Navigating Challenges: AlquimiaPay’s Journey Amidst Fintech Regulation and Competition

Web Editor

July 22, 2025

a man in a suit is posing for a picture with his chin resting on his hand, with a blue background, A

Introduction to AlquimiaPay and the Fintech Landscape

AlquimiaPay, led by Sergio Loredo Foyo, has been navigating a complex and competitive environment within the Mexican fintech sector. The company’s efforts to integrate its business model with currency exchange and boutique banking services have coincided with the rapid growth of digital service startups targeting the same niche.

Key Players and Their Strategies

Some prominent figures in the Sofom ecosystem, such as Oliver Fernández of Grupo OFEM, have sought to incorporate currency exchange and boutique banking services into their business models. Meanwhile, entrepreneurs in the digital service space have also been vying for a piece of this lucrative market.

Roberto Guzmán, of Escorfin, faced reputational issues and disputes with partners as he attempted to acquire a bank, following the acquisition of a securities firm. However, with recent interventions from U.S. authorities, few remain pursuing these intentions.

AlquimiaPay’s Regulatory Compliance and Business Expansion

Under the transitional article of the Financial Technology Regulation Law, AlquimiaPay sought authorization from the National Banking and Securities Commission (CNBV) in a timely manner. While awaiting a response, the company continued offering services related to the issuance, administration, redemption, and transmission of electronic payment fund instruments.

Three years ago, Loredo Foyo experienced his first critical period after facing a penal complaint from his former business partner, Marcos Achar. Both had provided hosting services for VisitMéxico, a website commissioned by the Tourism Secretariat to attract foreign clients. Achar allegedly sabotaged the project due to non-payment, while simultaneously attempting to exercise a stock purchase option in Bankaool—a client that AlquimiaPay serviced with core banking technology.

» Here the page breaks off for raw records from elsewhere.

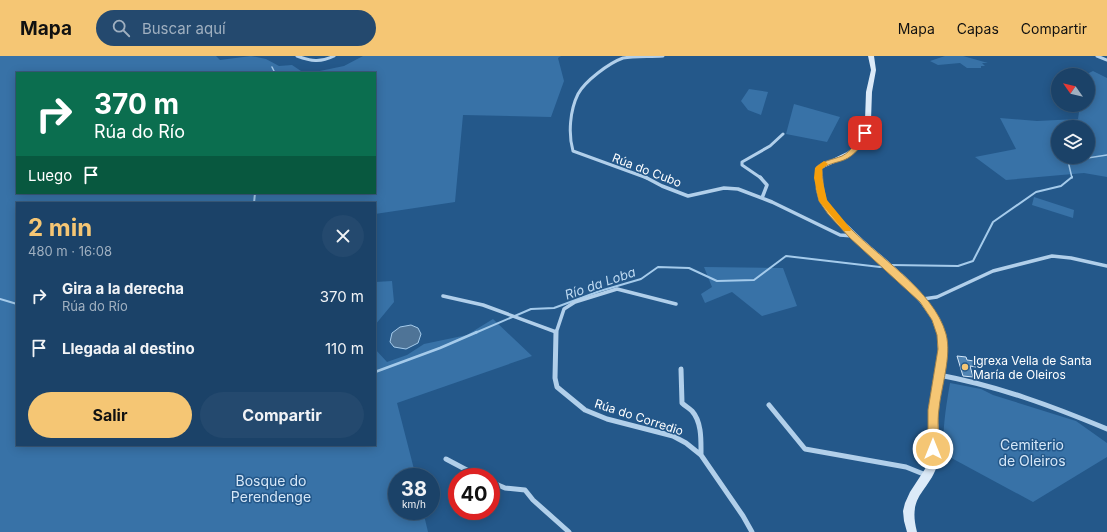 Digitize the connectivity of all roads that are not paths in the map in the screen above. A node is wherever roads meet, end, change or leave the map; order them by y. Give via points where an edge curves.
1 (297, 56) edge
2 (334, 56) edge
3 (663, 56) edge
4 (871, 56) edge
5 (1097, 56) edge
6 (1107, 60) edge
7 (783, 134) dead end
8 (762, 198) junction
9 (853, 236) junction
10 (1107, 266) edge
11 (443, 296) dead end
12 (923, 299) junction
13 (676, 304) dead end
14 (556, 332) junction
15 (681, 369) dead end
16 (938, 375) junction
17 (769, 405) dead end
18 (1107, 429) edge
19 (701, 455) junction
20 (446, 459) dead end
21 (463, 468) edge
22 (926, 475) junction
23 (500, 486) edge
24 (569, 532) edge
25 (752, 532) edge
26 (911, 532) edge

1 - 2 street via 314,62 325,61
3 - 8 street, Rúa do Cubo via 632,56 623,59 610,65 584,85 578,94 571,123 570,145 573,151 640,174 688,196 731,188
4 - 9 street via 874,64 868,93 869,111 865,133 858,146 845,157 818,168 823,201
5 - 6 street
7 - 8 street via 770,146 742,162 742,166 765,181 767,185
8 - 9 street, Rúa do Cubo via 840,235
9 - 12 street
10 - 12 street via 1052,256 994,271 937,297
11 - 14 street via 483,304
12 - 16 street via 936,319 942,335 943,349
13 - 14 street, Rúa do Corredio via 617,289 575,302 564,309
14 - 19 street, Rúa do Corredio via 557,387 585,410 607,419 673,436
15 - 19 street, Rúa do Corredio via 682,403 694,413 702,441
16 - 18 street via 1015,392
16 - 22 street via 933,410 933,462
17 - 22 street via 804,449 906,467
19 - 25 street, Rúa do Corredio
20 - 21 street
22 - 26 street via 909,504
23 - 24 street via 525,490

Loredo Foyo’s subsequent attempts to acquire Coltomoney, a Fintech owned by Ignacio del Valle, and obtain its existing license proved unsuccessful due to disputes with governmental bodies. Eventually, he managed to purchase Financiera MAS, a Sofom in Monterrey, for three million dollars, with Araujo Cabarcas overseeing its operations.

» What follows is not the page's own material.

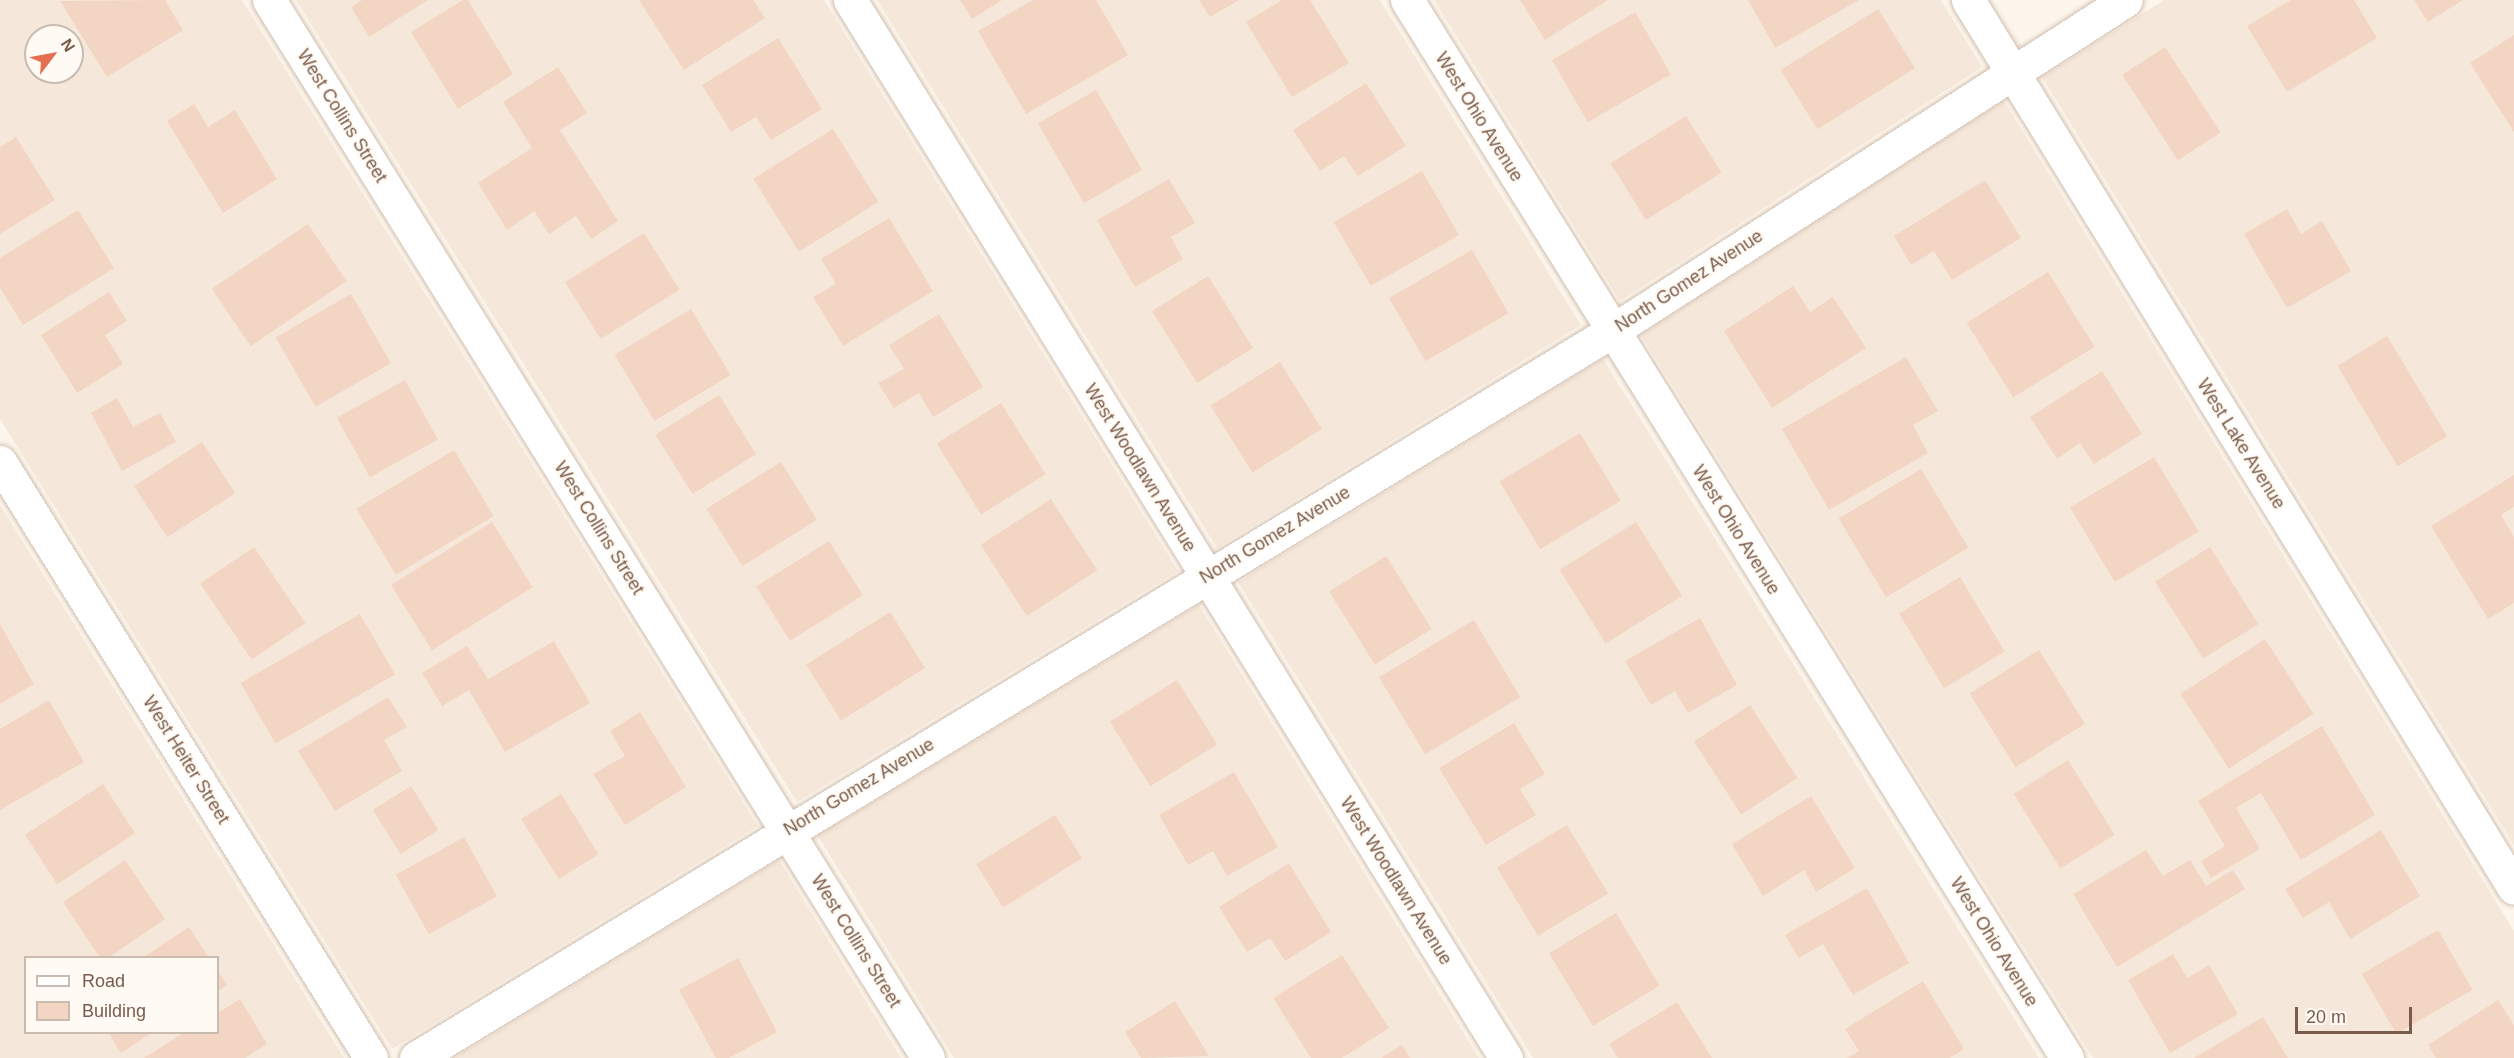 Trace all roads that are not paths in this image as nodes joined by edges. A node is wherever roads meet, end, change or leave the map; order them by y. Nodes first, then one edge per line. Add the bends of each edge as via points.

Challenges and Controversies

AlquimiaPay encountered significant setbacks, including a “massive attack” affecting its users mid-last year. The extent of the financial loss remains undisclosed, with estimates suggesting losses exceeding 800 million pesos.

Clients affected by the Loredo Foyo brothers suspect foul play, believing that evidence will lead to an intervention by the UIF-SHCP and a warrant for their arrest by Interpol. Raúl García, leader of GMK Asociados, plans to file complaints against the Loredo Foyo brothers and several associates for facilitating the financial loss.

AlquimiaPay’s partners include Armando Sánchez Porras, a southeastern financier and entrepreneur, who owns Opciones Empresariales del Noreste and ByteLoan FX, a currency exchange service affiliated with Rami Estrategias.

Key Questions and Answers

  • Who is Sergio Loredo Foyo and what is AlquimiaPay? Sergio Loredo Foyo is the CEO of AlquimiaPay, a Mexican fintech company offering services related to electronic payment fund instruments.
  • What challenges has AlquimiaPay faced? AlquimiaPay has encountered regulatory hurdles, competition from digital service startups, and controversies involving alleged financial misconduct.
  • What is the status of AlquimiaPay’s regulatory compliance? AlquimiaPay has sought authorization from the CNBV under the Financial Technology Regulation Law’s transitional article while continuing operations.
  • What recent events have impacted AlquimiaPay? A “massive attack” affected users, and clients suspect financial malpractice, leading to potential legal actions against the Loredo Foyo brothers and their associates.